WHAT TO WORK ON: Which lines of the data contain the string "dead"? Copy every one of them.

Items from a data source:
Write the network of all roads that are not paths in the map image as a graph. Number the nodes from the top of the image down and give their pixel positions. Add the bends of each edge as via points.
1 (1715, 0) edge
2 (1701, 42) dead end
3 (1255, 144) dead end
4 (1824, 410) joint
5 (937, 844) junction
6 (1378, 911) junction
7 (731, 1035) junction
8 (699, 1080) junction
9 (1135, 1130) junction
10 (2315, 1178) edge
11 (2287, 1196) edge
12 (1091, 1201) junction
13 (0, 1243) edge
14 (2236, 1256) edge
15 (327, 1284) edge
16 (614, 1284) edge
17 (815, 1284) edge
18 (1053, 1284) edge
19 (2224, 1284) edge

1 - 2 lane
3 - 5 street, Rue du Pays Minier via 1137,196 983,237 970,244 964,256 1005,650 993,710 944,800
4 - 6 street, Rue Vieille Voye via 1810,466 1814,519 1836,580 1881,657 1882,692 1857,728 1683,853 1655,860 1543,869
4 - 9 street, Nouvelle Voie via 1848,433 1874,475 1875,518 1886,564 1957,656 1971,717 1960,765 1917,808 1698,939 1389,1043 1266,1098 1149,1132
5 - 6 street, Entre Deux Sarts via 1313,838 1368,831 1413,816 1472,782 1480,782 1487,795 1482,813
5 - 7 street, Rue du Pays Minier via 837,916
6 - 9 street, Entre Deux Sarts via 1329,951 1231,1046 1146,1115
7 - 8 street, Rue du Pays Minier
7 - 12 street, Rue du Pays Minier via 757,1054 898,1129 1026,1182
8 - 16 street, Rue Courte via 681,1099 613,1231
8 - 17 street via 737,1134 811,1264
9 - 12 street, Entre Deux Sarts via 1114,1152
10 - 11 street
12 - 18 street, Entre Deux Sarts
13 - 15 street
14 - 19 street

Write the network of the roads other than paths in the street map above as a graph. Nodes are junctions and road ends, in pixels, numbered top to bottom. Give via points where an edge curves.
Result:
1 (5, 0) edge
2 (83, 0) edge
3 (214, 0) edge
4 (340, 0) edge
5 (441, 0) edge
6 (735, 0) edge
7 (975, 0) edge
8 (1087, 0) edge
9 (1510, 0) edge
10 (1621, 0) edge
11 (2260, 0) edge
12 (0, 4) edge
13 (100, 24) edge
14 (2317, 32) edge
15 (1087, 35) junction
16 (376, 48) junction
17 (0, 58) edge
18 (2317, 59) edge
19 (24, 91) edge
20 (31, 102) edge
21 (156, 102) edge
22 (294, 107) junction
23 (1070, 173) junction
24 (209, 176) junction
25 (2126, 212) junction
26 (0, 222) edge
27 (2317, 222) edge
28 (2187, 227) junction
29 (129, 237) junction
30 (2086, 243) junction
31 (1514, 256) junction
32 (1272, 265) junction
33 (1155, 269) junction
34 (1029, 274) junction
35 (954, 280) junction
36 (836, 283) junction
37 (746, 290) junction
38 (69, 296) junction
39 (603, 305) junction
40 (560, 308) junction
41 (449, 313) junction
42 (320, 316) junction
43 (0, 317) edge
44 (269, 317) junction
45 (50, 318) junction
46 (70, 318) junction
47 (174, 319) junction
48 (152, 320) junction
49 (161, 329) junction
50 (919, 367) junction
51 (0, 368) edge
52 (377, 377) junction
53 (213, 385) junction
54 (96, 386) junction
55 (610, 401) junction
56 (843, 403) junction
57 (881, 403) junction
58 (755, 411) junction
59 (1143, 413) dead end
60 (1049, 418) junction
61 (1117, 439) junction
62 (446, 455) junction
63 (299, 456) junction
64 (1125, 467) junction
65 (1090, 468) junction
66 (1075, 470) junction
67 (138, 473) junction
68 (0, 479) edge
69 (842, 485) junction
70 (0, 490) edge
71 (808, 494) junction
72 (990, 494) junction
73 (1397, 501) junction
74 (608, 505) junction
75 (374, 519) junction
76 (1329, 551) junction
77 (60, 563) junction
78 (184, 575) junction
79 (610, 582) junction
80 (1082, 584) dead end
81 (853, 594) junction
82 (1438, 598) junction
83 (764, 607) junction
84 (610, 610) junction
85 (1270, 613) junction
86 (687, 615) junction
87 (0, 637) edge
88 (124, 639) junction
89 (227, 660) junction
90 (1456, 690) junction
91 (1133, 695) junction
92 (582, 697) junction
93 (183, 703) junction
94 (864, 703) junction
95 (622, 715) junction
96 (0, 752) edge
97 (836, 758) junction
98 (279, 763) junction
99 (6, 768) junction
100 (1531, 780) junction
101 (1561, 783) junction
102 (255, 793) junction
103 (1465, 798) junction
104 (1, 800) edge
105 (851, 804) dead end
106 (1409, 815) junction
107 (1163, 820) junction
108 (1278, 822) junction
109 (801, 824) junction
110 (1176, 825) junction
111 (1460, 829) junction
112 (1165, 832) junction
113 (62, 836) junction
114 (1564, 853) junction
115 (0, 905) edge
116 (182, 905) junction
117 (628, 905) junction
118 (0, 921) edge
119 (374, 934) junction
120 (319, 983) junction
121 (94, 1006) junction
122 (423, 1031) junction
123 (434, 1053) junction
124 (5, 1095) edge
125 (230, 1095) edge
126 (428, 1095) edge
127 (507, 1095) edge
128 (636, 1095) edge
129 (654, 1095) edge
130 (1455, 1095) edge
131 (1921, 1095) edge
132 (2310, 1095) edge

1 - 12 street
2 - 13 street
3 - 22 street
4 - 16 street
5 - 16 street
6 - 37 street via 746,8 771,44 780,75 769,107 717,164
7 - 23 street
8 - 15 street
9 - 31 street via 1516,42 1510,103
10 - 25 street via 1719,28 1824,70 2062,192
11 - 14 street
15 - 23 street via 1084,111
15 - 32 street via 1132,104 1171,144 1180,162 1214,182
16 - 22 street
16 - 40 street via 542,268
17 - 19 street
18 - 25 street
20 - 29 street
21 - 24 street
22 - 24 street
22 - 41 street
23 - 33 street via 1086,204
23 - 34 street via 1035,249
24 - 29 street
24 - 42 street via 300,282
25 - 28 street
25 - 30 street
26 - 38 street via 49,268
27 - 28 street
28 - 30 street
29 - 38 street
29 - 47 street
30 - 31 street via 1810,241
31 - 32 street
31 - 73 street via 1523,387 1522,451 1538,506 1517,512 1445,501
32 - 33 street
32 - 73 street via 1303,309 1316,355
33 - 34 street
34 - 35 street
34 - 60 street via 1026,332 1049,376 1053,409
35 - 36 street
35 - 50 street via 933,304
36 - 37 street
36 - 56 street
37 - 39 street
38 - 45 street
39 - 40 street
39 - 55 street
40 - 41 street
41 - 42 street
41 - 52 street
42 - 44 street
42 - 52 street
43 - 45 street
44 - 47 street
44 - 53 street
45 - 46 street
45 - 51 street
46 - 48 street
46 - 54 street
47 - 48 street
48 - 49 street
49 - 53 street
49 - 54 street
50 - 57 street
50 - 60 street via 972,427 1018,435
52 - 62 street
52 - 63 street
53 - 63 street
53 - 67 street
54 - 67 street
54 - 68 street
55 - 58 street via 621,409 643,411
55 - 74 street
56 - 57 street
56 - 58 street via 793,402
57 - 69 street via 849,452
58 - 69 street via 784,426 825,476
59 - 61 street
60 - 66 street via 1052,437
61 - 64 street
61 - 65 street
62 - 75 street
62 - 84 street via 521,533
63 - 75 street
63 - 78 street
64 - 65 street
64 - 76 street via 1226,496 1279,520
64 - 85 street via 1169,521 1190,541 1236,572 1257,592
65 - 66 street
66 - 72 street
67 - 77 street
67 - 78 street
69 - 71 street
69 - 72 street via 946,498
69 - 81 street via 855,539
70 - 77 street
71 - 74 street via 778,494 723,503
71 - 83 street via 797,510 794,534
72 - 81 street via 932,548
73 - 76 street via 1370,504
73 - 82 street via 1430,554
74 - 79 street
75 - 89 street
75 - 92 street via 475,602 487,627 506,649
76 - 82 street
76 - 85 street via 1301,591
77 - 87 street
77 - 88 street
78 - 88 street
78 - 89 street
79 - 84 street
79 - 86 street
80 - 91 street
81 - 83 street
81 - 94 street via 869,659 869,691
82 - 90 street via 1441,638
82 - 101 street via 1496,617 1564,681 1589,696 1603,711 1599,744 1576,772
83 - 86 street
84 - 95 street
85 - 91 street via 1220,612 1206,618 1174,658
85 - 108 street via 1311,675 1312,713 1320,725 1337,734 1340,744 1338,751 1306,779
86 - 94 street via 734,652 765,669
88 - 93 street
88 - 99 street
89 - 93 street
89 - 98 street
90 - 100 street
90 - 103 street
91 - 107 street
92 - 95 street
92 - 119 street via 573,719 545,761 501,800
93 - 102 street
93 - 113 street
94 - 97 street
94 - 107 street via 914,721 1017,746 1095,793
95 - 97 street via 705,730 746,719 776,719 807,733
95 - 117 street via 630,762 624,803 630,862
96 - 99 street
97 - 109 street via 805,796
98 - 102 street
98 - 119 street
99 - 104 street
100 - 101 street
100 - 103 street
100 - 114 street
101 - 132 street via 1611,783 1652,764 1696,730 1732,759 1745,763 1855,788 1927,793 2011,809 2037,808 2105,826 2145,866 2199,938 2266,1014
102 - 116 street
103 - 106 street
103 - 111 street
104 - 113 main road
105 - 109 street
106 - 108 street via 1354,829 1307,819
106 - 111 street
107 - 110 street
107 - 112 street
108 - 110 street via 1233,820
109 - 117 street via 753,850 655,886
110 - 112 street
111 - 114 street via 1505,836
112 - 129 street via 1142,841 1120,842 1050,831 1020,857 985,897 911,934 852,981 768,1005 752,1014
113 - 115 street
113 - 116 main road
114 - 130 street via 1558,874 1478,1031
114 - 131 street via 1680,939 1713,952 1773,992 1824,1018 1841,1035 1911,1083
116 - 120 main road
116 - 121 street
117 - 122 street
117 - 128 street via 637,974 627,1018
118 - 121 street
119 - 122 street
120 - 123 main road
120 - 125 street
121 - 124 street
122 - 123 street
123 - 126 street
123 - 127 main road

SOLUTION:
2 (1701, 42) dead end
3 (1255, 144) dead end
59 (1143, 413) dead end
80 (1082, 584) dead end
105 (851, 804) dead end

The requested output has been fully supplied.